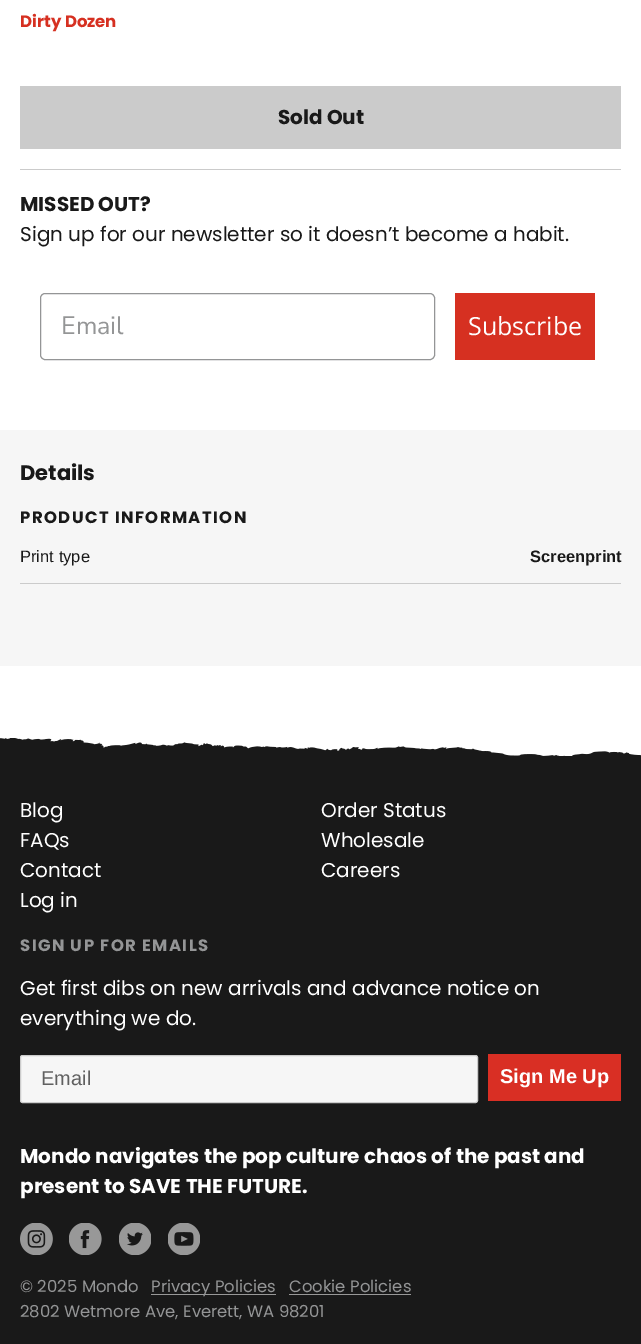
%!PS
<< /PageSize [641 1344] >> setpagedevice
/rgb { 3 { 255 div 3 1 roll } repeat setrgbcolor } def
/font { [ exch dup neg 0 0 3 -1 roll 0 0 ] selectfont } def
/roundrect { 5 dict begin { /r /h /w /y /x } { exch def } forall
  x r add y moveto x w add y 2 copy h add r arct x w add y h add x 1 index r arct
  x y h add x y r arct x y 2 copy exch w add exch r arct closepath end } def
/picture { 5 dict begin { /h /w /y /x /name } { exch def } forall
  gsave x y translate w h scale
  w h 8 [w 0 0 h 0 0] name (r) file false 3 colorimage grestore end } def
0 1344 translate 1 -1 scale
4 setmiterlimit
255 255 255 rgb
0 0 641 1344 rectfill
203 203 203 rgb
20 86 601 63 rectfill
20 169 601 1 rectfill
148 149 150 rgb
40.5 293.5 394 66 4.5 roundrect stroke
[
  [455 293 140 67 214 48 33]
  [0 430 641 236 246 246 246]
  [20 583 601 1 203 203 203]
  [0 756 641 588 25 25 25]
] { aload pop rgb rectfill } forall
(img/1.rgb) 0 738 641 18 picture
246 246 246 rgb
20.5 1055.5 457 47 2 roundrect gsave fill grestore
203 203 203 rgb
stroke
217 47 36 rgb
488 1054 133 47 rectfill
(img/2.rgb) 20 1223 33 32 picture
(img/3.rgb) 69 1223 33 32 picture
(img/4.rgb) 119 1223 32 32 picture
(img/5.rgb) 168 1223 32 32 picture
152 152 152 rgb
151 1294 125 1 rectfill
289 1294 122 1 rectfill
/Poppins-Bold 16.5 font
214 48 33 rgb
20 27 moveto (Dirty Dozen) show
/Poppins-Bold 20 font
25 25 25 rgb
278 124 moveto (Sold Out) show
20 211 moveto (MISSED OUT?) show
/Poppins-Regular 20 font
20 241 moveto (Sign up for our newsletter so it doesn’t become a habit.) show
/NunitoSans-Regular 25 font
148 149 150 rgb
61 334 moveto (Email) show
/OpenSans-Regular 25 font
255 255 255 rgb
468 335 moveto (Subscribe) show
/Poppins-Bold 21 font
25 25 25 rgb
20 480 moveto (Details) show
/Poppins-Bold 16.5 font
20 523 moveto 1.4 0 (PRODUCT INFORMATION) ashow
/LiberationSans-Regular 16.5 font
20 562 moveto (Print type) show
/LiberationSans-Bold 16.5 font
530 562 moveto (Screenprint) show
/Poppins-Regular 20 font
255 255 255 rgb
[
  [(Blog) 20 817]
  [(Order Status) 321 817]
  [(FAQs) 20 847]
  [(Wholesale) 321 847]
  [(Contact) 20 877]
  [(Careers) 321 877]
  [(Log in) 20 907]
] { aload pop moveto show } forall
/Poppins-Bold 16.5 font
148 149 150 rgb
20 951 moveto 1.4 0 (SIGN UP FOR EMAILS) ashow
/Poppins-Regular 20 font
255 255 255 rgb
20 995 moveto (Get first dibs on new arrivals and advance notice on) show
20 1025 moveto (everything we do.) show
/LiberationSans-Regular 20 font
96 96 96 rgb
41 1085 moveto (Email) show
/LiberationSans-Bold 20 font
255 255 255 rgb
500 1083 moveto (Sign Me Up) show
/Poppins-Bold 20 font
20 1163 moveto (Mondo navigates the pop culture chaos of the past and) show
20 1193 moveto (present to SAVE THE FUTURE.) show
/Poppins-Regular 16.5 font
148 149 150 rgb
[
  [(© 2025 Mondo) 20 1292]
  [(Privacy Policies) 151 1292]
  [(Cookie Policies) 289 1292]
  [(2802 Wetmore Ave, Everett, WA 98201) 20 1317]
] { aload pop moveto show } forall
showpage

———

• _TASK PROMPT_
For every line of the material above that contains the word "copy", show the line.

• _OUTPUT FOR THIS TASK_
  x r add y moveto x w add y 2 copy h add r arct x w add y h add x 1 index r arct
  x y h add x y r arct x y 2 copy exch w add exch r arct closepath end } def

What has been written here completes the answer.